↓
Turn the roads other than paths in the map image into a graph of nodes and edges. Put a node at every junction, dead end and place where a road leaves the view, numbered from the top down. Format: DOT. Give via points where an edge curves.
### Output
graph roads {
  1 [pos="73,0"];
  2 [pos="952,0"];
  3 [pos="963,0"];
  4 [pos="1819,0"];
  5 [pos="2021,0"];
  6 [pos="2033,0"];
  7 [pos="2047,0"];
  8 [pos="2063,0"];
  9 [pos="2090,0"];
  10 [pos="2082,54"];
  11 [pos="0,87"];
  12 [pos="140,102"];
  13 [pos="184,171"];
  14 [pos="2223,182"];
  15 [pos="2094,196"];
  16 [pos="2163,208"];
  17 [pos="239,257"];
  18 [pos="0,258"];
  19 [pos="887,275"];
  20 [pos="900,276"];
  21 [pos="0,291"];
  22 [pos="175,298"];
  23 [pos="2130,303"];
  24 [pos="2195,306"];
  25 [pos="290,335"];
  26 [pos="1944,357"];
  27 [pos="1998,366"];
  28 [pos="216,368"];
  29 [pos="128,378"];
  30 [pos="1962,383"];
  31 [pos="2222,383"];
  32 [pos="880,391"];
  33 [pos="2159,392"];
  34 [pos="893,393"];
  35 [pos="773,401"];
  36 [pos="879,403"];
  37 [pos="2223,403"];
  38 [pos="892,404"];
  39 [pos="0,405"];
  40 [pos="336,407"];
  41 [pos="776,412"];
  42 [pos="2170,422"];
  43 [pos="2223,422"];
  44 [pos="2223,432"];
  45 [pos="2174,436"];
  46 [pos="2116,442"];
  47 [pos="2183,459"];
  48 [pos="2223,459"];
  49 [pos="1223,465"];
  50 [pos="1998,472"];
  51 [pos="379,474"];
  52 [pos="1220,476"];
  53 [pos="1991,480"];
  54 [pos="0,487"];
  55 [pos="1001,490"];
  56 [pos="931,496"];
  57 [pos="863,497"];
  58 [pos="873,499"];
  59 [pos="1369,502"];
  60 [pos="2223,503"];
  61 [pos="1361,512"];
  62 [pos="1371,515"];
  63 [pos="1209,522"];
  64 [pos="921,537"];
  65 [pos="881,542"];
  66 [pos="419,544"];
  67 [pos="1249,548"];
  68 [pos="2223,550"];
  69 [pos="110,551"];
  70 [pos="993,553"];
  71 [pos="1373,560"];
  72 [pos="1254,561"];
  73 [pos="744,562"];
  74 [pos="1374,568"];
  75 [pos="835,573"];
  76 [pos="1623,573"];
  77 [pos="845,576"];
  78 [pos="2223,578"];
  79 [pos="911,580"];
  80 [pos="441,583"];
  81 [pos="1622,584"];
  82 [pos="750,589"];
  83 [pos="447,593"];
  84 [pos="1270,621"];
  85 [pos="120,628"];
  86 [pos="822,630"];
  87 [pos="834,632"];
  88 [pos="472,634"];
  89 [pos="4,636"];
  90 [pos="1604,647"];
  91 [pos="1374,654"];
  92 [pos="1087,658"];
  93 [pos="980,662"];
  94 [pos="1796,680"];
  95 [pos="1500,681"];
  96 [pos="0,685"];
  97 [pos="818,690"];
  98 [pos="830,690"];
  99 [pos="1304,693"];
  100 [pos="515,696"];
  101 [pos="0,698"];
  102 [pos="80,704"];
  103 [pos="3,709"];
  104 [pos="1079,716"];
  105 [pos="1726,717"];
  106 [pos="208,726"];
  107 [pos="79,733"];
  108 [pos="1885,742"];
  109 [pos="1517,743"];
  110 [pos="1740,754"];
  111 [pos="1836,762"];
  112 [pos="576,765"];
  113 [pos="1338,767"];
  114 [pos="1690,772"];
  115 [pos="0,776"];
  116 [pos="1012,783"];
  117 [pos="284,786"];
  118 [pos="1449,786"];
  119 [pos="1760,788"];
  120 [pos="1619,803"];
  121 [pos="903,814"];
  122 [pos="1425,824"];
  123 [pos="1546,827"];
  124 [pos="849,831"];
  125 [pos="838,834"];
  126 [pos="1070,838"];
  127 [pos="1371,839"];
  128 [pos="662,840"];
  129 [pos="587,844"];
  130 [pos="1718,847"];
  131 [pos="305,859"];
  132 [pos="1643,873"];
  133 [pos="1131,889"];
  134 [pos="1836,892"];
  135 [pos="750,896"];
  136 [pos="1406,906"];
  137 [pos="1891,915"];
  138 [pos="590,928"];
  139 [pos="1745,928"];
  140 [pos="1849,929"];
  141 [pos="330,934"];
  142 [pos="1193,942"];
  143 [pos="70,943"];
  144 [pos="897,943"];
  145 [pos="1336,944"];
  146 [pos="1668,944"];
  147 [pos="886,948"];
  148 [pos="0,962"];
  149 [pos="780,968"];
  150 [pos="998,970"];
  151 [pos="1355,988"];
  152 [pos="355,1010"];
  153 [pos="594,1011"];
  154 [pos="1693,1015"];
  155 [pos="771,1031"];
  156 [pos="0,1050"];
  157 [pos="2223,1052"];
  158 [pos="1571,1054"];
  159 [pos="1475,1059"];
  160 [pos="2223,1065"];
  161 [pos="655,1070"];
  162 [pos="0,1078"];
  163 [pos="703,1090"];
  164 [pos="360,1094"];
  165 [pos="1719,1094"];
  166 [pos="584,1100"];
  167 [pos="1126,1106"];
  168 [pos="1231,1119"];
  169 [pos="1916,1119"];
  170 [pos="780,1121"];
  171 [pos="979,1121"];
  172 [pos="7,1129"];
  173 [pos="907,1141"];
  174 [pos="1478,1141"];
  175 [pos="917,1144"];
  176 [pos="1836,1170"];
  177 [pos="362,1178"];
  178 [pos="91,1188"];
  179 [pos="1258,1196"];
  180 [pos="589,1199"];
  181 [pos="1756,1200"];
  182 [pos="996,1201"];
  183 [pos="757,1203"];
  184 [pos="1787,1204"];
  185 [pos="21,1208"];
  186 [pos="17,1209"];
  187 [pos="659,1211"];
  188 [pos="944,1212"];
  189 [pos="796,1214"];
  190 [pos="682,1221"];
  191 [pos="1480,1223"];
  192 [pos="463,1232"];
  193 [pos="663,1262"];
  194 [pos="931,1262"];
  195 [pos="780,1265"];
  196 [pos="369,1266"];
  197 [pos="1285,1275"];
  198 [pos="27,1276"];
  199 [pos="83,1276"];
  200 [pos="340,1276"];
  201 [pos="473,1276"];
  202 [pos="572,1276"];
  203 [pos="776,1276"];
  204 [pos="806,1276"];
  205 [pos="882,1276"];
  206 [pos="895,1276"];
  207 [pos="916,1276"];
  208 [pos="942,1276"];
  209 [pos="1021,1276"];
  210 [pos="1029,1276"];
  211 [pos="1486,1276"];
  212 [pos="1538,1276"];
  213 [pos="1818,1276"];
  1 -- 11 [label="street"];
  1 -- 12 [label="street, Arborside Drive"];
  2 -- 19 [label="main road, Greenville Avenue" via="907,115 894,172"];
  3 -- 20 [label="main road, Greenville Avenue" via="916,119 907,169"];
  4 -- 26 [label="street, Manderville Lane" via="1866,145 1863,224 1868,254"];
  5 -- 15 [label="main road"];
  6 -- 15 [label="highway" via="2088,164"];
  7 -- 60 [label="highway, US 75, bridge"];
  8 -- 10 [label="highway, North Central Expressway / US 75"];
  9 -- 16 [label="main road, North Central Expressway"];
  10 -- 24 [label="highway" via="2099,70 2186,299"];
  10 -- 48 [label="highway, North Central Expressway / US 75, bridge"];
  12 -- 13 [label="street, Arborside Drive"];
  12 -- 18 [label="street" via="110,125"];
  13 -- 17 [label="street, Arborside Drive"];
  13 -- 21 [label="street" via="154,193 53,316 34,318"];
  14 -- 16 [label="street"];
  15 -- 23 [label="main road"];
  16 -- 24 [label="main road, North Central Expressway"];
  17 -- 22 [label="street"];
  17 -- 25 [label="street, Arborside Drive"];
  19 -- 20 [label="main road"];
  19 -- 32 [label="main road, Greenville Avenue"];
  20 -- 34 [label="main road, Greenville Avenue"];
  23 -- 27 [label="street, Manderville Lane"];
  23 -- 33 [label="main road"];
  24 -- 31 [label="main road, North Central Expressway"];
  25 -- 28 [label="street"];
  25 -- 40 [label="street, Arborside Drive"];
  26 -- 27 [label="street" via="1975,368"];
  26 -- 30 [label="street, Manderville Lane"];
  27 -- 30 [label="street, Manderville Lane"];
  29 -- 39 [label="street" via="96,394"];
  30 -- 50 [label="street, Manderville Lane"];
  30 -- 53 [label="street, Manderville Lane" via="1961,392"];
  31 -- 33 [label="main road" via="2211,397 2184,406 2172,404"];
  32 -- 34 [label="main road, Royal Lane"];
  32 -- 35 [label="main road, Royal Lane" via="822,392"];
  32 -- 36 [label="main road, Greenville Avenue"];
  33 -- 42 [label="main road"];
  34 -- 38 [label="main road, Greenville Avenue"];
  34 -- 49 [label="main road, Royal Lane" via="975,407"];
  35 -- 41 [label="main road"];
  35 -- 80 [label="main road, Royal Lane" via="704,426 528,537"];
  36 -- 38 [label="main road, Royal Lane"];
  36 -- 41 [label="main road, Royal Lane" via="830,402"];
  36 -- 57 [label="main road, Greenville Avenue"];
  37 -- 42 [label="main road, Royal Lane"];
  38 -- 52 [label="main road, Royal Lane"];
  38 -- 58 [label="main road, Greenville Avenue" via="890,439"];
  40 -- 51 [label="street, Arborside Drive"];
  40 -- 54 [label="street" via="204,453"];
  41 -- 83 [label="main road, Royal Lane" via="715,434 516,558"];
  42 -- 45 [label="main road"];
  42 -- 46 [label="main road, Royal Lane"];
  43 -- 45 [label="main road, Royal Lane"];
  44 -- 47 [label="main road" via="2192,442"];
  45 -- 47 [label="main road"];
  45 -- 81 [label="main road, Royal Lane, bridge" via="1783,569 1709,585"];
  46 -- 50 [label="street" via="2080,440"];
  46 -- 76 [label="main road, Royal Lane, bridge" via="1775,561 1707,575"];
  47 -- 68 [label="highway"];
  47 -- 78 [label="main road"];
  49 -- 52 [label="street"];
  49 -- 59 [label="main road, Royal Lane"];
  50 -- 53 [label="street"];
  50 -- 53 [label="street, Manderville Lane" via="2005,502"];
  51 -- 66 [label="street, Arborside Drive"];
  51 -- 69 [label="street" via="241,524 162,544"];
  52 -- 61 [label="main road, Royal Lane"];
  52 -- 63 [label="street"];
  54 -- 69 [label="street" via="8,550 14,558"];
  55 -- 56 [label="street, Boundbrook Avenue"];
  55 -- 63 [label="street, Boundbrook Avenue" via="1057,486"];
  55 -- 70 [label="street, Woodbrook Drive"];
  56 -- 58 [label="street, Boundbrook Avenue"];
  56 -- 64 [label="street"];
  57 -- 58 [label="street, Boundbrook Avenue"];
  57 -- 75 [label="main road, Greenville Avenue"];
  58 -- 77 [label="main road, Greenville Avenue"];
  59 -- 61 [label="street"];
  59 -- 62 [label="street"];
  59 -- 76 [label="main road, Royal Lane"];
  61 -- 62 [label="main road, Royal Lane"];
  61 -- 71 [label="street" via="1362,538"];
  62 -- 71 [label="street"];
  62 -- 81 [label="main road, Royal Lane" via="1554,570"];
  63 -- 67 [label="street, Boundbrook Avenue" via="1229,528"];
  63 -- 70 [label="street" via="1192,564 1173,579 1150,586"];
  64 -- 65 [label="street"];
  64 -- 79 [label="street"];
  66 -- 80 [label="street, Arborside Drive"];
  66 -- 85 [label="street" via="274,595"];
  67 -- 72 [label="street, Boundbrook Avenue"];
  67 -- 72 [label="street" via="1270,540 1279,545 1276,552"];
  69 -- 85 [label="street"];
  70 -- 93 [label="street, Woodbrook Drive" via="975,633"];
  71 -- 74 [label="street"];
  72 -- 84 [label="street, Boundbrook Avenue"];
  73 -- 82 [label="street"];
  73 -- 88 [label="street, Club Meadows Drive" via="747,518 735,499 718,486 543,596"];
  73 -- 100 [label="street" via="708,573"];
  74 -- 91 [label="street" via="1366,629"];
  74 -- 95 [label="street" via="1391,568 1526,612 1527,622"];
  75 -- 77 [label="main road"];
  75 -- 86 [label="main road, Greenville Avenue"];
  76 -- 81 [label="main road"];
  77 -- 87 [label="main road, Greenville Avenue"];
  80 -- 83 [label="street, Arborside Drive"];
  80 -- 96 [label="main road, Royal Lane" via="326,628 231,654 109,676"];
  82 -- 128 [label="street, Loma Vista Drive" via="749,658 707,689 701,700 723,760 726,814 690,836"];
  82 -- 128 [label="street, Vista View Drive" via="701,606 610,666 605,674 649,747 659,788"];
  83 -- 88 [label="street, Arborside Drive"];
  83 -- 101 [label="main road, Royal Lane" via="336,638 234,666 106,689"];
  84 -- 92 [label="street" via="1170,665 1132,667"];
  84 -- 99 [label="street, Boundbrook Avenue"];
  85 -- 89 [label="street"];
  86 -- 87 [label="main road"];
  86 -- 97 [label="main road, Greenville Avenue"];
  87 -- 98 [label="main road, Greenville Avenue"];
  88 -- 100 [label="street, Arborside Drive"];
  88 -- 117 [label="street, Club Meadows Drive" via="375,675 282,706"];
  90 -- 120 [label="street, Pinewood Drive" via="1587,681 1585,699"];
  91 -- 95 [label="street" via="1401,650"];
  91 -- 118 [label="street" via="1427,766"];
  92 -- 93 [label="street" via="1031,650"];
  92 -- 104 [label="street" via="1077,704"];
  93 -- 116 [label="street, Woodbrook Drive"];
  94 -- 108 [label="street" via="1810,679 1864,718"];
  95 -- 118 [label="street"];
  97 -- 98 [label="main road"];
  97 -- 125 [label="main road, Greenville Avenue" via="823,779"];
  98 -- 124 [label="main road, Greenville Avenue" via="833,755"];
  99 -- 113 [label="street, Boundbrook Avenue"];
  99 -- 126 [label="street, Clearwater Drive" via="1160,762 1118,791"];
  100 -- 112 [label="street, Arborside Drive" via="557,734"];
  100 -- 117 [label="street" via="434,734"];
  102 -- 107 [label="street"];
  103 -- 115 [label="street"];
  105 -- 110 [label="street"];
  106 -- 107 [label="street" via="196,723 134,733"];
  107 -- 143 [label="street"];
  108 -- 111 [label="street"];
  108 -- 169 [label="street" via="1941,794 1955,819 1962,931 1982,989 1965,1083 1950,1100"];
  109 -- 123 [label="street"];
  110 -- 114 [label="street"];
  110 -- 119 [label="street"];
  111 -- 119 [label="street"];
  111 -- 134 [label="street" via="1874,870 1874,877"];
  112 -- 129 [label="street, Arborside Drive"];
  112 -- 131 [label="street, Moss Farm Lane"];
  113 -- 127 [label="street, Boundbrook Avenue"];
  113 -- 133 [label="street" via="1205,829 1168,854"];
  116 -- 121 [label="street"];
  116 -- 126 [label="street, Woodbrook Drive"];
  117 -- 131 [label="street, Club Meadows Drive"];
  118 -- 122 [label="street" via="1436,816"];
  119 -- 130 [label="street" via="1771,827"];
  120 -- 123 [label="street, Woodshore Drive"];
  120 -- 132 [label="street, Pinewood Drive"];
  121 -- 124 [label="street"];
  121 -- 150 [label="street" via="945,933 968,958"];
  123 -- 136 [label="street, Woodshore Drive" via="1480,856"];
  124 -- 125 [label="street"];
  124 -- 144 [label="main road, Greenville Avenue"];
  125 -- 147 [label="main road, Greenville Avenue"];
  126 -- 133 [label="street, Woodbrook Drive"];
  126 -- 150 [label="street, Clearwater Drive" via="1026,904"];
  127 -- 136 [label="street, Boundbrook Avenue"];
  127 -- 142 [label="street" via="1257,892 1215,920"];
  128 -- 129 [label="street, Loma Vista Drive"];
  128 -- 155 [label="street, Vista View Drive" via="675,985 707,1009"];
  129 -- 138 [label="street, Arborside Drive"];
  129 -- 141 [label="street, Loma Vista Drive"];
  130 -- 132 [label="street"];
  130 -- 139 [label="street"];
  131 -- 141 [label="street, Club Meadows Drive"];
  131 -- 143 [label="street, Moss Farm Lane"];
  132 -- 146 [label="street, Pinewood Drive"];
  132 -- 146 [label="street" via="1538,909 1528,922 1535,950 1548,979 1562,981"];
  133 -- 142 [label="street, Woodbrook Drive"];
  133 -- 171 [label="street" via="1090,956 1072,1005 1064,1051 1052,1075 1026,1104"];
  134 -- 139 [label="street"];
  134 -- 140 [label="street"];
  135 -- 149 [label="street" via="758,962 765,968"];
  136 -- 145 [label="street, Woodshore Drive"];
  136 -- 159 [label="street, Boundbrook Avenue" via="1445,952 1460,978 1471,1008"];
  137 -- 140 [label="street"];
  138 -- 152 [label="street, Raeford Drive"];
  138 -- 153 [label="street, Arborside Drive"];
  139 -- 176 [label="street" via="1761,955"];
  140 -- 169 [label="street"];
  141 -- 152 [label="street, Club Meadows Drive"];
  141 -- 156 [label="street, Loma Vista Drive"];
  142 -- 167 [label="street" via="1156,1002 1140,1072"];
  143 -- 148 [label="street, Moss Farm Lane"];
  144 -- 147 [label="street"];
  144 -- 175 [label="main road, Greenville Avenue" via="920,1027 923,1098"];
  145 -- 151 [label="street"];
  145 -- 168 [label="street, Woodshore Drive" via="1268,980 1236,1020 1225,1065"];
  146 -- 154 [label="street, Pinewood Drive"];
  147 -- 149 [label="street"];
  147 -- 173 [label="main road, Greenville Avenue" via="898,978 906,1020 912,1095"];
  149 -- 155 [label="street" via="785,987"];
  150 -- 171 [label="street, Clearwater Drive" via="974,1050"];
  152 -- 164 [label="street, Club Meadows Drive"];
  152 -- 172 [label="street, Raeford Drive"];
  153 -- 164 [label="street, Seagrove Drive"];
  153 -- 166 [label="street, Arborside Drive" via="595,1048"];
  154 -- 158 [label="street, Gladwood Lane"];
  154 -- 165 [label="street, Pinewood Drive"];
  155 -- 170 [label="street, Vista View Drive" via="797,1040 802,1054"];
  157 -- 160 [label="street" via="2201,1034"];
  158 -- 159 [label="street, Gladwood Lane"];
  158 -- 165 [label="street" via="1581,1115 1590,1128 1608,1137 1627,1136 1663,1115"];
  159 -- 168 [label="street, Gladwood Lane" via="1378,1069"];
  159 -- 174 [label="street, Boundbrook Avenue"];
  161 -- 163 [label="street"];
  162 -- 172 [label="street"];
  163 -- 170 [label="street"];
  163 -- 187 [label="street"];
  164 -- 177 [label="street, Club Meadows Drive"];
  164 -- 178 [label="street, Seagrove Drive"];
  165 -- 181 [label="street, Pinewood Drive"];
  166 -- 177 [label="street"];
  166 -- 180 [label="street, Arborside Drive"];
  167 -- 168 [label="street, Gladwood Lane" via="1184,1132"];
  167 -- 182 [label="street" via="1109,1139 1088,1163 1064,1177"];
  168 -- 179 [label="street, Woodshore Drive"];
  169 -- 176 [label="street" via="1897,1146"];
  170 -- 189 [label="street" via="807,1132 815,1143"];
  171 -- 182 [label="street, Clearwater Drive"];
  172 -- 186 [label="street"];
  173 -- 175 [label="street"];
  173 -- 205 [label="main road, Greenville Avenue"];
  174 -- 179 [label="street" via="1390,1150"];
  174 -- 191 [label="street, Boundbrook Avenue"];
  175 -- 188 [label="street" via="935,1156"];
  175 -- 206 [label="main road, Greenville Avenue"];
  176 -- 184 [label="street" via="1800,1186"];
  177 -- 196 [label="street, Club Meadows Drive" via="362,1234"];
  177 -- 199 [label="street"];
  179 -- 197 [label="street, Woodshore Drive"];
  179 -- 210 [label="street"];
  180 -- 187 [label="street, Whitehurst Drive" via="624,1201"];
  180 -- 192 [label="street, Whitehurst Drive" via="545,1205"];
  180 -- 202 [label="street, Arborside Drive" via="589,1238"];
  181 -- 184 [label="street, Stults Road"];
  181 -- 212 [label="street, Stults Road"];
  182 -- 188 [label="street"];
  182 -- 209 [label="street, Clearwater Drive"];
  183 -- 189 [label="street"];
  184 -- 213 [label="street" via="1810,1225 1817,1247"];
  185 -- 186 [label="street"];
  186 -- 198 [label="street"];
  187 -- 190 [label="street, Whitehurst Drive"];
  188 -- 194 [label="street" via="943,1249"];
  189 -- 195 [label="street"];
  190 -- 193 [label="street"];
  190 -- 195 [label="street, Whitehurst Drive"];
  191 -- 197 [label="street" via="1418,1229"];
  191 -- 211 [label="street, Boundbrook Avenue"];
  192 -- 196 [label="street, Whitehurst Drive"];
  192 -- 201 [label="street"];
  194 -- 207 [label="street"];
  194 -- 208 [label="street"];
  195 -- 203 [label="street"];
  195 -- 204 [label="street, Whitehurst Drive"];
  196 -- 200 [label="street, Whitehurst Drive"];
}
↑
§ **What you will do**:
Considering the records above, count the lines where the string "Manderville" occurs and return that number alone.

§ **Result of this exercise**:
7